## Task goal
Copy all the data exactly, except the pictures.
── Material provided ──
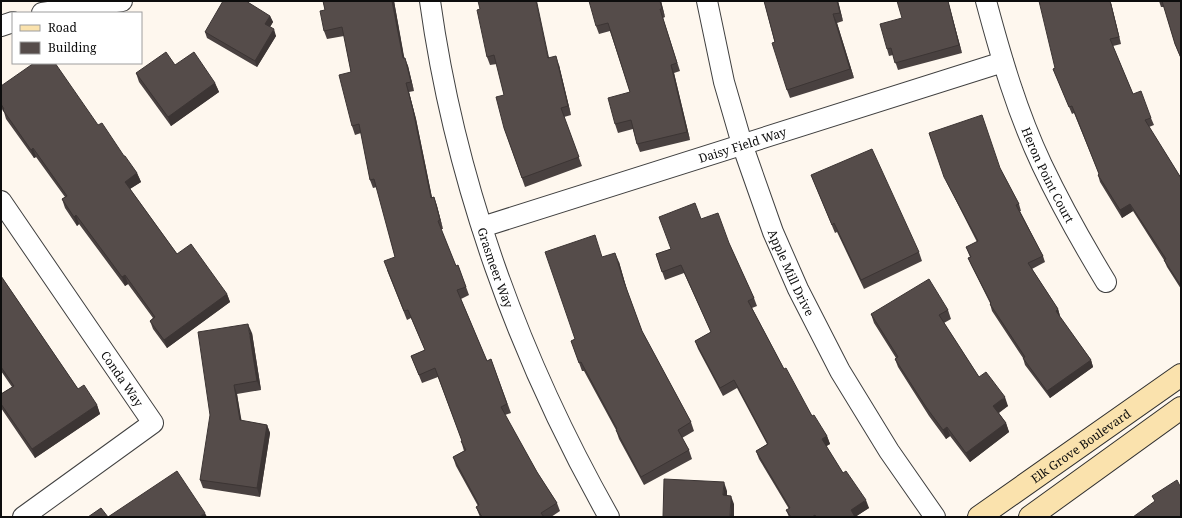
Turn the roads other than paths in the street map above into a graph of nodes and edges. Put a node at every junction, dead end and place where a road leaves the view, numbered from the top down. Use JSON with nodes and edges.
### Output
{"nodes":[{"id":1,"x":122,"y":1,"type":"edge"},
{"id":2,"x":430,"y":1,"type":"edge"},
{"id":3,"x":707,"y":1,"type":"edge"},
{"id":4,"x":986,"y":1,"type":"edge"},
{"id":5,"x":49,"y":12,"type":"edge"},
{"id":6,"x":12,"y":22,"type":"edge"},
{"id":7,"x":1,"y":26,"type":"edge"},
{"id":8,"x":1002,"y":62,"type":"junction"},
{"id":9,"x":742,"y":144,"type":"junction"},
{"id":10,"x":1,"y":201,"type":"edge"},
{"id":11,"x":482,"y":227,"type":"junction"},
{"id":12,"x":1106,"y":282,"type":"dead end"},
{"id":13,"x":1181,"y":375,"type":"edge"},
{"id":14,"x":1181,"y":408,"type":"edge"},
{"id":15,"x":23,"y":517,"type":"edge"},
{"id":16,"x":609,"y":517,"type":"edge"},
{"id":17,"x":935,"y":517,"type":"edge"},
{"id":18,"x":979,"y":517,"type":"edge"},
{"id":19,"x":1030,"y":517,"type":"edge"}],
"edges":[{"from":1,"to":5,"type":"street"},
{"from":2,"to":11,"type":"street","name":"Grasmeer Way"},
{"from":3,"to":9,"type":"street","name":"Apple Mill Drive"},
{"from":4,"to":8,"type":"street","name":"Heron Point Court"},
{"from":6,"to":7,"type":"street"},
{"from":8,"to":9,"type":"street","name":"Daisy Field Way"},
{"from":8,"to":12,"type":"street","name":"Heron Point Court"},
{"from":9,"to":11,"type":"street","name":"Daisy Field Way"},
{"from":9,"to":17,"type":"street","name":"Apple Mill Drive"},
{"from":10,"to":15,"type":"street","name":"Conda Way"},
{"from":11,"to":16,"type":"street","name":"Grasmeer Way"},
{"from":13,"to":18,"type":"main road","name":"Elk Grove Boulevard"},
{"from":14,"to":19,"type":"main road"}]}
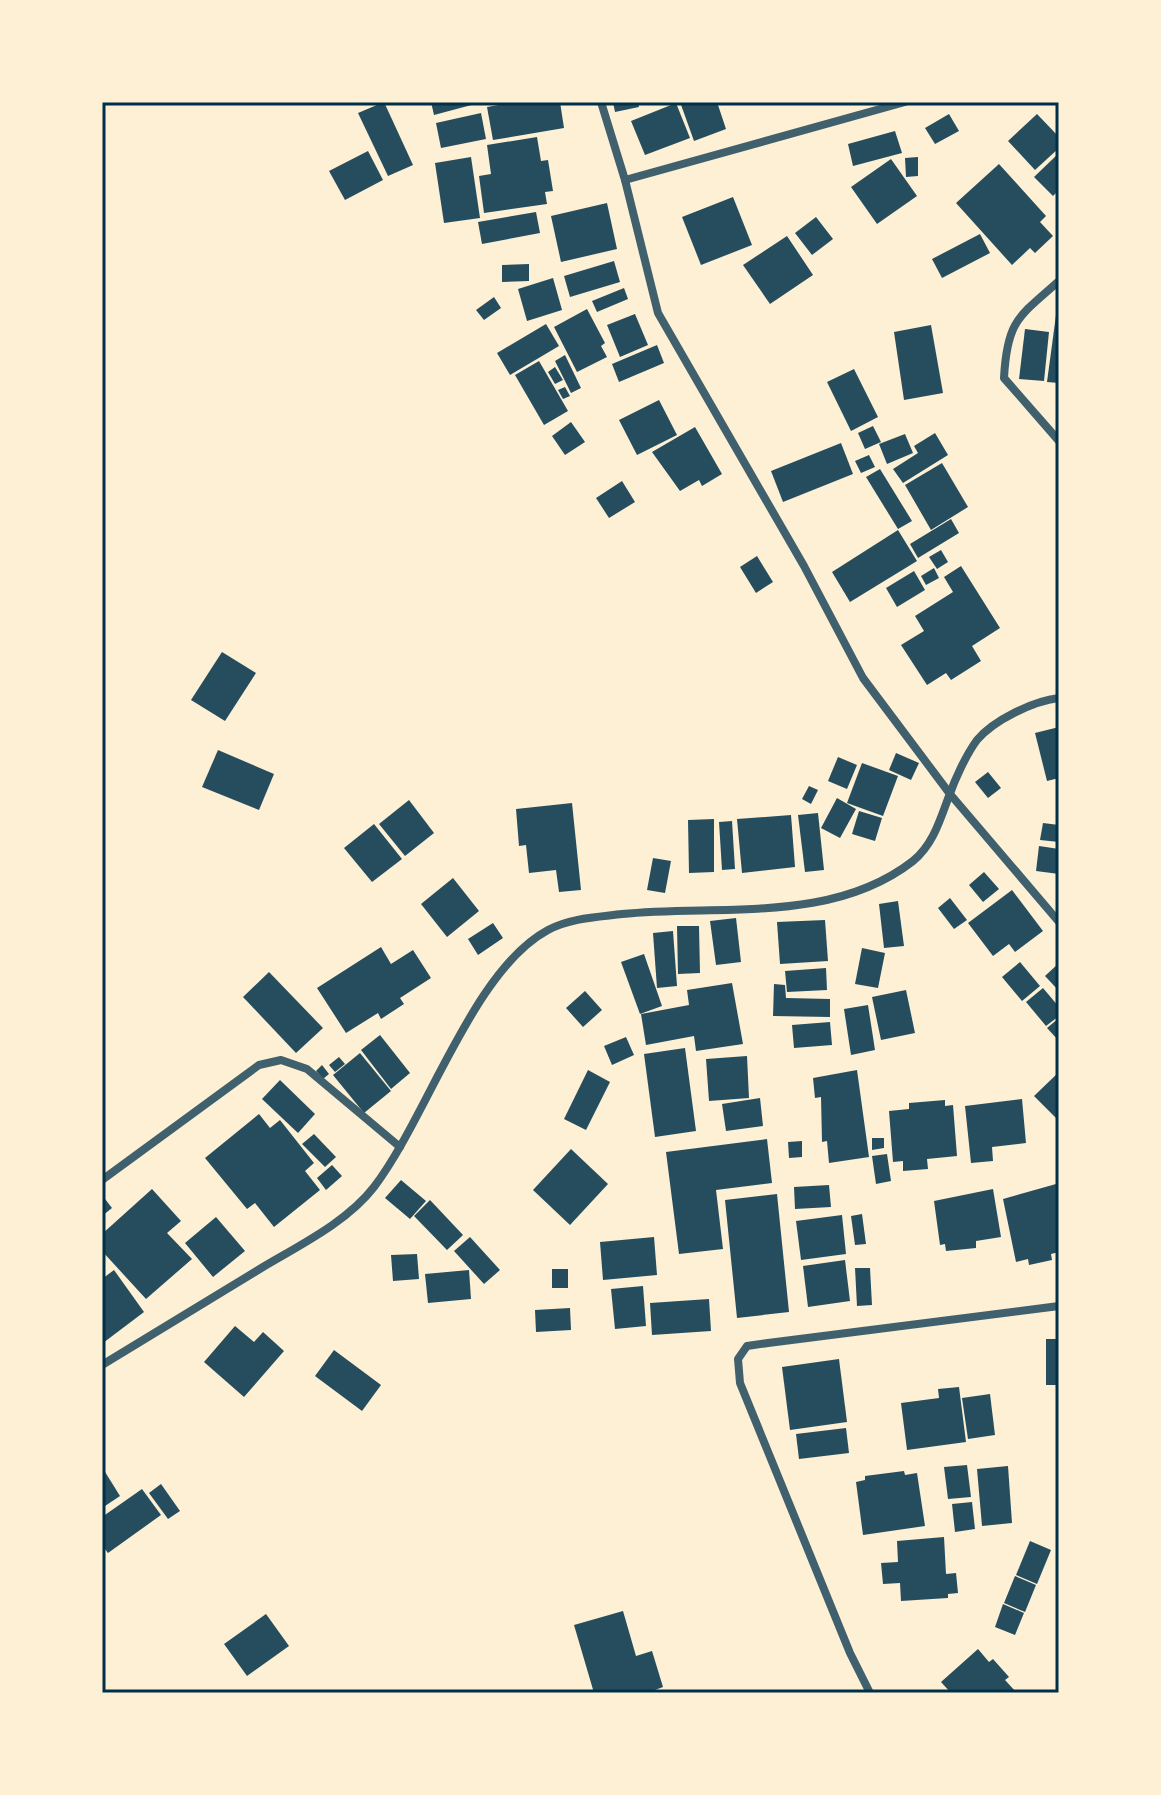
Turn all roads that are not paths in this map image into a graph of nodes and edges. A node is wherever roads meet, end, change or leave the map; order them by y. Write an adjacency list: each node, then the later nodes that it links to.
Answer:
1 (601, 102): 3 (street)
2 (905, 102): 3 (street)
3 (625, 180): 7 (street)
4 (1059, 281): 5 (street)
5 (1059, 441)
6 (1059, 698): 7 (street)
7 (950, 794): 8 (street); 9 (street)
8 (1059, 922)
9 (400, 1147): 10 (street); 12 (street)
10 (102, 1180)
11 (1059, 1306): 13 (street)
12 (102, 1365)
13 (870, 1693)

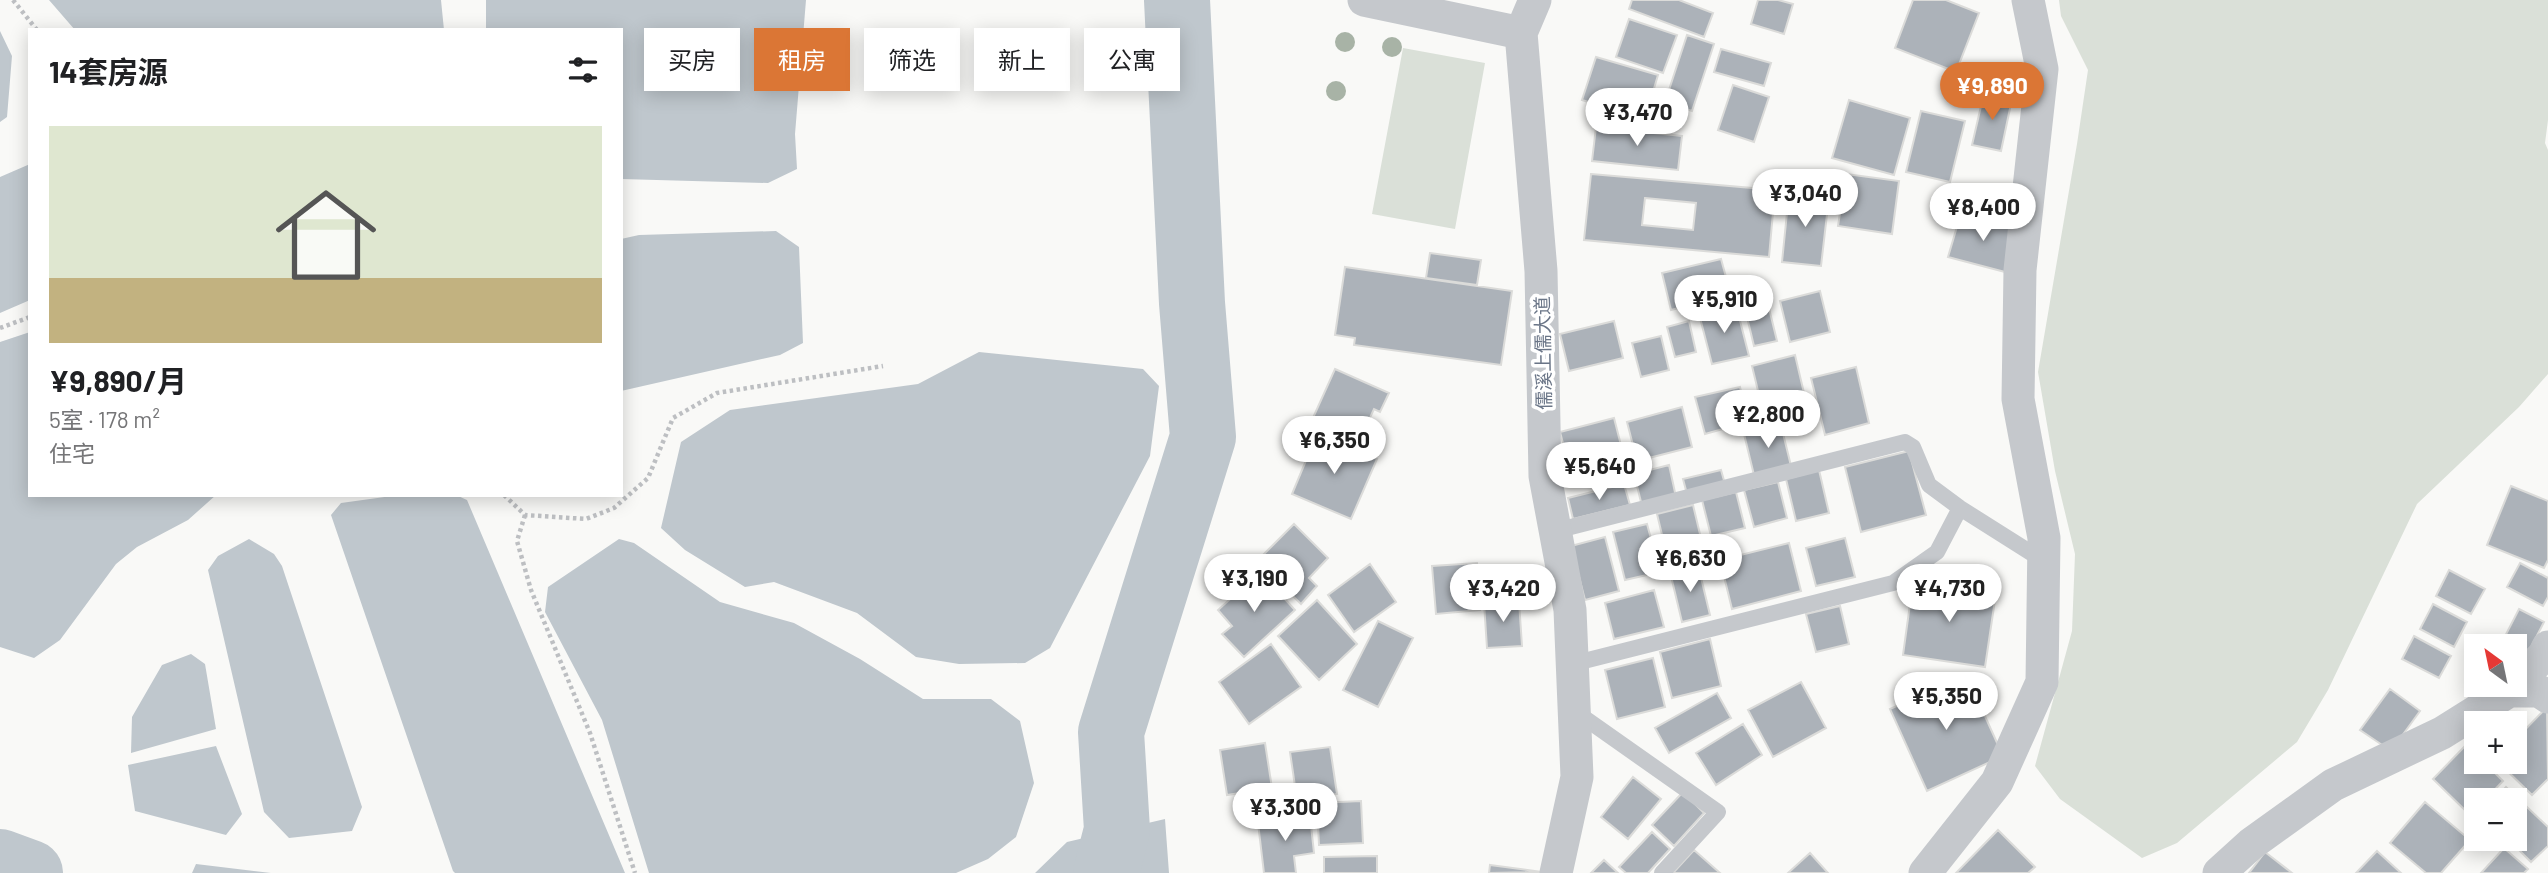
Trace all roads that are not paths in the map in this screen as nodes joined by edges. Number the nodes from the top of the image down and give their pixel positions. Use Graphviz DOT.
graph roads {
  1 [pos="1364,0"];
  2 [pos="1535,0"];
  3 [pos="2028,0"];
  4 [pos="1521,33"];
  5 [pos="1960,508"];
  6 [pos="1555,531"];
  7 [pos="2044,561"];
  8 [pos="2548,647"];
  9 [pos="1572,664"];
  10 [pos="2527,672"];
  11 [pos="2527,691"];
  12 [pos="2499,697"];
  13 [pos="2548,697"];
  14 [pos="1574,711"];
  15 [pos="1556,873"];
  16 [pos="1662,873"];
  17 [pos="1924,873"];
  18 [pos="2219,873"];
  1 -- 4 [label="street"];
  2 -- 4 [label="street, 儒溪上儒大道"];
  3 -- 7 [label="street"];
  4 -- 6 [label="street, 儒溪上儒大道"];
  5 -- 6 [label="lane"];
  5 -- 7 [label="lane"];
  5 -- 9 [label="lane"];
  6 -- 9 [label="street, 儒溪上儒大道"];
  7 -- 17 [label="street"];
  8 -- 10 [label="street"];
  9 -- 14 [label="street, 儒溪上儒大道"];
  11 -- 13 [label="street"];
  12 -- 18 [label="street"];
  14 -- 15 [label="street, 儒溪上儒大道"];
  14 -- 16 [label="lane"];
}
───
## Response area
Turn the roads other than paths in the street map above into a graph of nodes and edges. Put a node at every junction, dead end and place where a road leaves the view, numbered from the top down. Use JSON with nodes and edges.
### Output
{"nodes":[{"id":1,"x":122,"y":1,"type":"edge"},
{"id":2,"x":430,"y":1,"type":"edge"},
{"id":3,"x":707,"y":1,"type":"edge"},
{"id":4,"x":986,"y":1,"type":"edge"},
{"id":5,"x":49,"y":12,"type":"edge"},
{"id":6,"x":12,"y":22,"type":"edge"},
{"id":7,"x":1,"y":26,"type":"edge"},
{"id":8,"x":1002,"y":62,"type":"junction"},
{"id":9,"x":742,"y":144,"type":"junction"},
{"id":10,"x":1,"y":201,"type":"edge"},
{"id":11,"x":482,"y":227,"type":"junction"},
{"id":12,"x":1106,"y":282,"type":"dead end"},
{"id":13,"x":1181,"y":375,"type":"edge"},
{"id":14,"x":1181,"y":408,"type":"edge"},
{"id":15,"x":23,"y":517,"type":"edge"},
{"id":16,"x":609,"y":517,"type":"edge"},
{"id":17,"x":935,"y":517,"type":"edge"},
{"id":18,"x":979,"y":517,"type":"edge"},
{"id":19,"x":1030,"y":517,"type":"edge"}],
"edges":[{"from":1,"to":5,"type":"street"},
{"from":2,"to":11,"type":"street","name":"Grasmeer Way"},
{"from":3,"to":9,"type":"street","name":"Apple Mill Drive"},
{"from":4,"to":8,"type":"street","name":"Heron Point Court"},
{"from":6,"to":7,"type":"street"},
{"from":8,"to":9,"type":"street","name":"Daisy Field Way"},
{"from":8,"to":12,"type":"street","name":"Heron Point Court"},
{"from":9,"to":11,"type":"street","name":"Daisy Field Way"},
{"from":9,"to":17,"type":"street","name":"Apple Mill Drive"},
{"from":10,"to":15,"type":"street","name":"Conda Way"},
{"from":11,"to":16,"type":"street","name":"Grasmeer Way"},
{"from":13,"to":18,"type":"main road","name":"Elk Grove Boulevard"},
{"from":14,"to":19,"type":"main road"}]}
Turn all roads that are not paths in this map image into a graph of nodes and edges. A node is wherever roads meet, end, change or leave the map; order them by y. Write an adjacency list: each node, then the later nodes that it links to.
Answer:
1 (601, 102): 3 (street)
2 (905, 102): 3 (street)
3 (625, 180): 7 (street)
4 (1059, 281): 5 (street)
5 (1059, 441)
6 (1059, 698): 7 (street)
7 (950, 794): 8 (street); 9 (street)
8 (1059, 922)
9 (400, 1147): 10 (street); 12 (street)
10 (102, 1180)
11 (1059, 1306): 13 (street)
12 (102, 1365)
13 (870, 1693)

Trace all roads that are not paths in the map in this screen as nodes joined by edges. Number the nodes from the top of the image down and give their pixel positions. Use Graphviz DOT.
graph roads {
  1 [pos="1364,0"];
  2 [pos="1535,0"];
  3 [pos="2028,0"];
  4 [pos="1521,33"];
  5 [pos="1960,508"];
  6 [pos="1555,531"];
  7 [pos="2044,561"];
  8 [pos="2548,647"];
  9 [pos="1572,664"];
  10 [pos="2527,672"];
  11 [pos="2527,691"];
  12 [pos="2499,697"];
  13 [pos="2548,697"];
  14 [pos="1574,711"];
  15 [pos="1556,873"];
  16 [pos="1662,873"];
  17 [pos="1924,873"];
  18 [pos="2219,873"];
  1 -- 4 [label="street"];
  2 -- 4 [label="street, 儒溪上儒大道"];
  3 -- 7 [label="street"];
  4 -- 6 [label="street, 儒溪上儒大道"];
  5 -- 6 [label="lane"];
  5 -- 7 [label="lane"];
  5 -- 9 [label="lane"];
  6 -- 9 [label="street, 儒溪上儒大道"];
  7 -- 17 [label="street"];
  8 -- 10 [label="street"];
  9 -- 14 [label="street, 儒溪上儒大道"];
  11 -- 13 [label="street"];
  12 -- 18 [label="street"];
  14 -- 15 [label="street, 儒溪上儒大道"];
  14 -- 16 [label="lane"];
}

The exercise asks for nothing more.